What is needed:
Each line below containing the word "main" needs to be shown.

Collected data

● ● ●

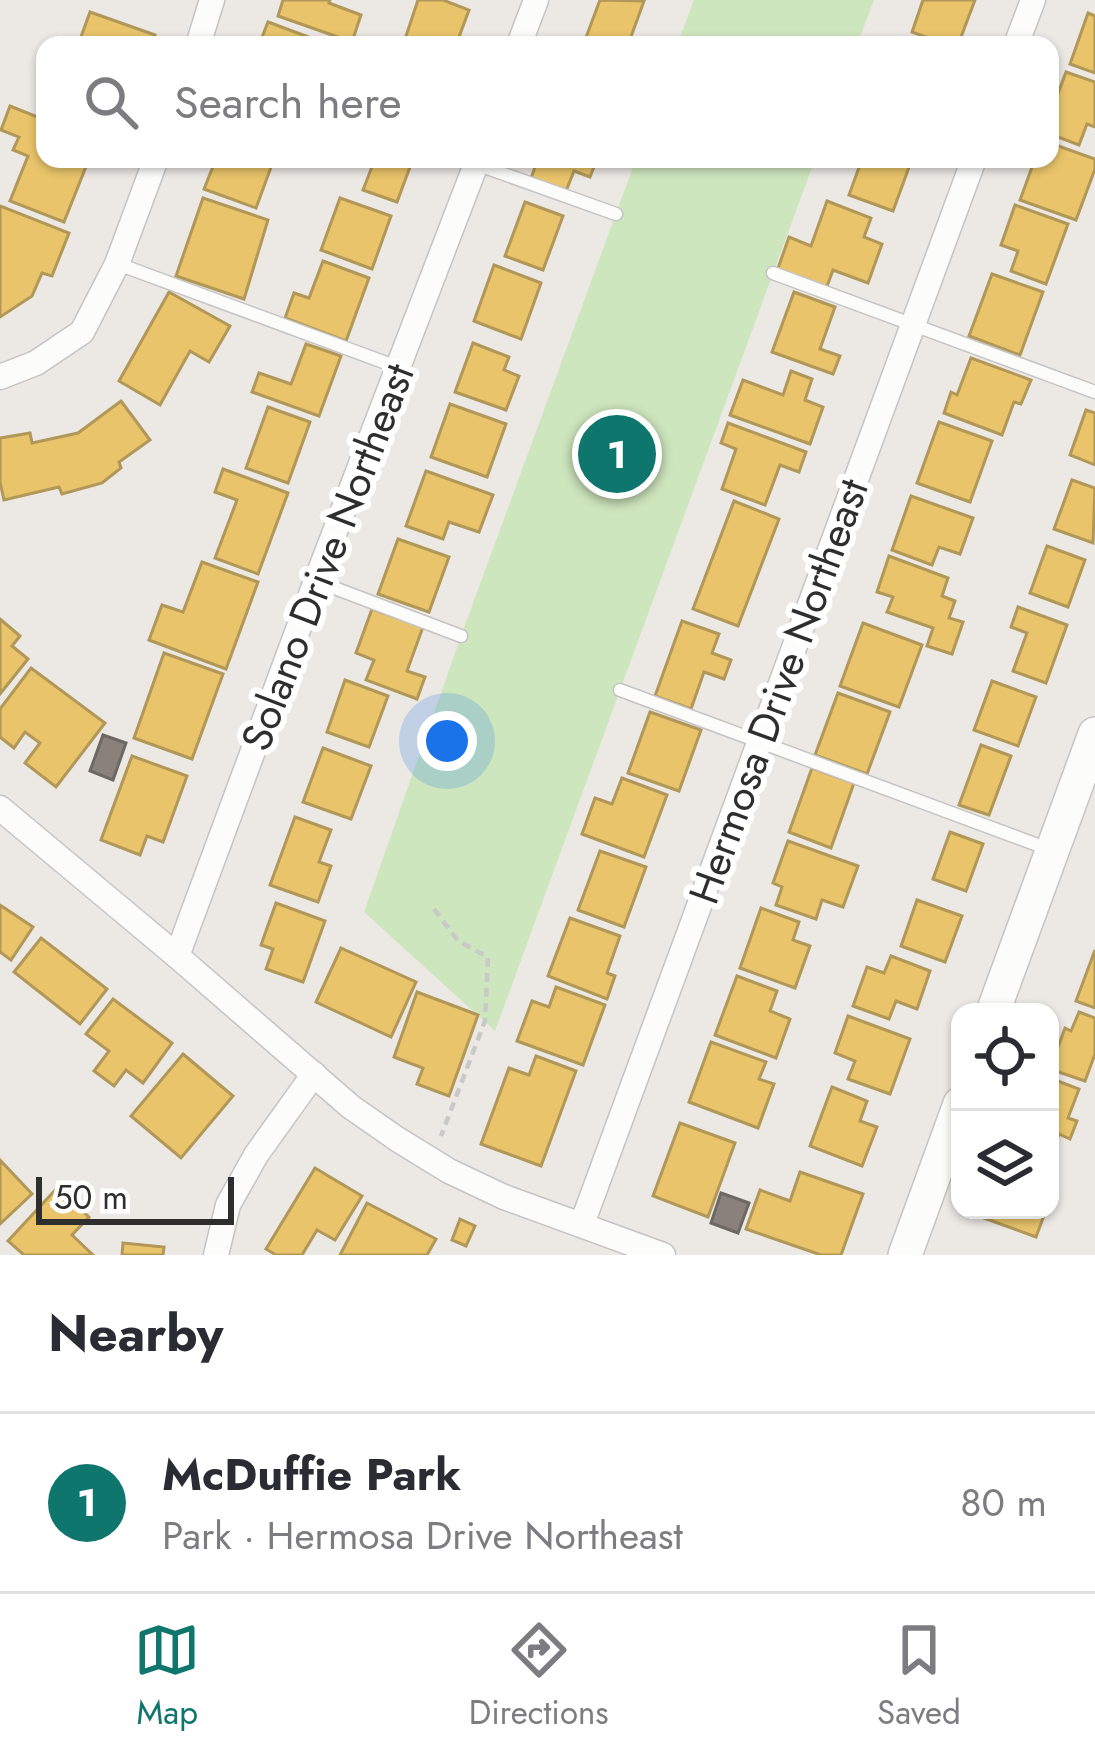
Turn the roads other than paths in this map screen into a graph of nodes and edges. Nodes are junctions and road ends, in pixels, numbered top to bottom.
1 (212, 0) edge
2 (536, 0) edge
3 (1033, 0) edge
4 (201, 36) edge
5 (522, 36) edge
6 (1019, 36) edge
7 (153, 168) edge
8 (475, 168) edge
9 (493, 168) edge
10 (971, 168) edge
11 (616, 214) dead end
12 (117, 264) junction
13 (773, 273) dead end
14 (913, 326) junction
15 (398, 368) junction
16 (0, 377) edge
17 (1095, 392) edge
18 (316, 581) junction
19 (461, 636) dead end
20 (620, 689) dead end
21 (1095, 734) edge
22 (760, 740) junction
23 (0, 808) edge
24 (1052, 851) junction
25 (177, 956) junction
26 (996, 1003) edge
27 (314, 1075) junction
28 (957, 1111) edge
29 (582, 1224) junction
30 (216, 1255) edge
31 (664, 1255) edge
32 (905, 1255) edge

1 - 4 street
2 - 5 street
3 - 6 street
7 - 12 street
8 - 15 street, Solano Drive Northeast
9 - 11 lane
10 - 14 street, Hermosa Drive Northeast
12 - 15 lane
12 - 16 street
13 - 14 lane
14 - 17 lane
14 - 22 street, Hermosa Drive Northeast
15 - 18 street, Solano Drive Northeast
18 - 19 lane
18 - 25 street, Solano Drive Northeast
20 - 22 lane
21 - 24 main road
22 - 24 lane
22 - 29 street, Hermosa Drive Northeast
23 - 25 street
24 - 26 main road
25 - 27 street
27 - 29 street
27 - 30 street
28 - 32 main road
29 - 31 street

● ● ●

Task response:
21 - 24 main road
24 - 26 main road
28 - 32 main road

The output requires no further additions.